Problem details =>
Without changing anything, transcribe all of the entries.

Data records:

══════════════════════════════

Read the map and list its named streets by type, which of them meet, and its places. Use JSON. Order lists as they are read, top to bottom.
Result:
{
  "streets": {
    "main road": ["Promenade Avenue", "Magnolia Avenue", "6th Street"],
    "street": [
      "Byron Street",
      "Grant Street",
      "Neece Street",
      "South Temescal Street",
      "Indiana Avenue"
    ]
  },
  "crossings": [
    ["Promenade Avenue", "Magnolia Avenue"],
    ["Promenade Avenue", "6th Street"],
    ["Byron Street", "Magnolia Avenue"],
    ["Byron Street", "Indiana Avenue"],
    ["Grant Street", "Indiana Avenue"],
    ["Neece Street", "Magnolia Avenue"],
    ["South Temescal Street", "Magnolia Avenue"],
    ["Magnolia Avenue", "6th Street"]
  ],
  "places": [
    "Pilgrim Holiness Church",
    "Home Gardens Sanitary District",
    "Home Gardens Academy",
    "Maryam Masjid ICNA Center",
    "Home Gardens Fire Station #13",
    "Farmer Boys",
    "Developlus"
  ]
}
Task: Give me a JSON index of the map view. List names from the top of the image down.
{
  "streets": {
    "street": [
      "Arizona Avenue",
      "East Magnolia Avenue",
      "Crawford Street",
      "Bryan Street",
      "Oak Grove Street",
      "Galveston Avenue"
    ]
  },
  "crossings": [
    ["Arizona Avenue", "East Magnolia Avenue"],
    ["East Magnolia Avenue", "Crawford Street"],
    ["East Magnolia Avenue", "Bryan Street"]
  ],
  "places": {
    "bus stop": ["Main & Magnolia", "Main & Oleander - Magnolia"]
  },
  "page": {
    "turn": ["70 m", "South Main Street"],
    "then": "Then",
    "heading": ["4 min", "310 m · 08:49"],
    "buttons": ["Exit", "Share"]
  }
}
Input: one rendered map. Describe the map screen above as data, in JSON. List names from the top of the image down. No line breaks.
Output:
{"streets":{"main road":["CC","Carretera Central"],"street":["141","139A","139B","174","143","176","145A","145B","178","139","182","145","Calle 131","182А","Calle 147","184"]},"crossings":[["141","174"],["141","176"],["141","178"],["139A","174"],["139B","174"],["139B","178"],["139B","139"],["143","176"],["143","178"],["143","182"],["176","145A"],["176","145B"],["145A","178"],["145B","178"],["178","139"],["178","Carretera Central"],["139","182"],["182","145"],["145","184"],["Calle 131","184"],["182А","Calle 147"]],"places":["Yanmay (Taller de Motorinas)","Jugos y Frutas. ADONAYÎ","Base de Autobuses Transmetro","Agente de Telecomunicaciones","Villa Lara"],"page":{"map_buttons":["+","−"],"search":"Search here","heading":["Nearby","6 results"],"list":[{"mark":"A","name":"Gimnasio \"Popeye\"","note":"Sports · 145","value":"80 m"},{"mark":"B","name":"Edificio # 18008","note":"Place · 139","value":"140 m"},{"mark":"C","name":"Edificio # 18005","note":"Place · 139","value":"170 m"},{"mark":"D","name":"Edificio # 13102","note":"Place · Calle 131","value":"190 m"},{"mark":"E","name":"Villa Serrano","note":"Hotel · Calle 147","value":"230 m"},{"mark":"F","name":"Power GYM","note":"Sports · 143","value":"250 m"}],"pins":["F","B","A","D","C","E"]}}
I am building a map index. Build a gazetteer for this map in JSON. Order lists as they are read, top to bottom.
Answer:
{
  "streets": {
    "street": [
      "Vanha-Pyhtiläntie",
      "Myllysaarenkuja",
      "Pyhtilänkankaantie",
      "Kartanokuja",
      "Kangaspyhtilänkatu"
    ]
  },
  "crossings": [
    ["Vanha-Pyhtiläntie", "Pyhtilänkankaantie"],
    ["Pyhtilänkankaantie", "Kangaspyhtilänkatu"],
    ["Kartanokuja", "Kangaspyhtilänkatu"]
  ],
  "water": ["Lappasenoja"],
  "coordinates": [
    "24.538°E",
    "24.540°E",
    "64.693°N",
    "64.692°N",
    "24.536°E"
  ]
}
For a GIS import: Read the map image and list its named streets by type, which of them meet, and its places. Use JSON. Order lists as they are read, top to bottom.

══════════════════════════════

Response =>
Read the map and list its named streets by type, which of them meet, and its places. Use JSON. Order lists as they are read, top to bottom.
Result:
{
  "streets": {
    "main road": ["Promenade Avenue", "Magnolia Avenue", "6th Street"],
    "street": [
      "Byron Street",
      "Grant Street",
      "Neece Street",
      "South Temescal Street",
      "Indiana Avenue"
    ]
  },
  "crossings": [
    ["Promenade Avenue", "Magnolia Avenue"],
    ["Promenade Avenue", "6th Street"],
    ["Byron Street", "Magnolia Avenue"],
    ["Byron Street", "Indiana Avenue"],
    ["Grant Street", "Indiana Avenue"],
    ["Neece Street", "Magnolia Avenue"],
    ["South Temescal Street", "Magnolia Avenue"],
    ["Magnolia Avenue", "6th Street"]
  ],
  "places": [
    "Pilgrim Holiness Church",
    "Home Gardens Sanitary District",
    "Home Gardens Academy",
    "Maryam Masjid ICNA Center",
    "Home Gardens Fire Station #13",
    "Farmer Boys",
    "Developlus"
  ]
}
Task: Give me a JSON index of the map view. List names from the top of the image down.
{
  "streets": {
    "street": [
      "Arizona Avenue",
      "East Magnolia Avenue",
      "Crawford Street",
      "Bryan Street",
      "Oak Grove Street",
      "Galveston Avenue"
    ]
  },
  "crossings": [
    ["Arizona Avenue", "East Magnolia Avenue"],
    ["East Magnolia Avenue", "Crawford Street"],
    ["East Magnolia Avenue", "Bryan Street"]
  ],
  "places": {
    "bus stop": ["Main & Magnolia", "Main & Oleander - Magnolia"]
  },
  "page": {
    "turn": ["70 m", "South Main Street"],
    "then": "Then",
    "heading": ["4 min", "310 m · 08:49"],
    "buttons": ["Exit", "Share"]
  }
}
Input: one rendered map. Describe the map screen above as data, in JSON. List names from the top of the image down. No line breaks.
Output:
{"streets":{"main road":["CC","Carretera Central"],"street":["141","139A","139B","174","143","176","145A","145B","178","139","182","145","Calle 131","182А","Calle 147","184"]},"crossings":[["141","174"],["141","176"],["141","178"],["139A","174"],["139B","174"],["139B","178"],["139B","139"],["143","176"],["143","178"],["143","182"],["176","145A"],["176","145B"],["145A","178"],["145B","178"],["178","139"],["178","Carretera Central"],["139","182"],["182","145"],["145","184"],["Calle 131","184"],["182А","Calle 147"]],"places":["Yanmay (Taller de Motorinas)","Jugos y Frutas. ADONAYÎ","Base de Autobuses Transmetro","Agente de Telecomunicaciones","Villa Lara"],"page":{"map_buttons":["+","−"],"search":"Search here","heading":["Nearby","6 results"],"list":[{"mark":"A","name":"Gimnasio \"Popeye\"","note":"Sports · 145","value":"80 m"},{"mark":"B","name":"Edificio # 18008","note":"Place · 139","value":"140 m"},{"mark":"C","name":"Edificio # 18005","note":"Place · 139","value":"170 m"},{"mark":"D","name":"Edificio # 13102","note":"Place · Calle 131","value":"190 m"},{"mark":"E","name":"Villa Serrano","note":"Hotel · Calle 147","value":"230 m"},{"mark":"F","name":"Power GYM","note":"Sports · 143","value":"250 m"}],"pins":["F","B","A","D","C","E"]}}
I am building a map index. Build a gazetteer for this map in JSON. Order lists as they are read, top to bottom.
Answer:
{
  "streets": {
    "street": [
      "Vanha-Pyhtiläntie",
      "Myllysaarenkuja",
      "Pyhtilänkankaantie",
      "Kartanokuja",
      "Kangaspyhtilänkatu"
    ]
  },
  "crossings": [
    ["Vanha-Pyhtiläntie", "Pyhtilänkankaantie"],
    ["Pyhtilänkankaantie", "Kangaspyhtilänkatu"],
    ["Kartanokuja", "Kangaspyhtilänkatu"]
  ],
  "water": ["Lappasenoja"],
  "coordinates": [
    "24.538°E",
    "24.540°E",
    "64.693°N",
    "64.692°N",
    "24.536°E"
  ]
}
For a GIS import: Read the map image and list its named streets by type, which of them meet, and its places. Use JSON. Order lists as they are read, top to bottom.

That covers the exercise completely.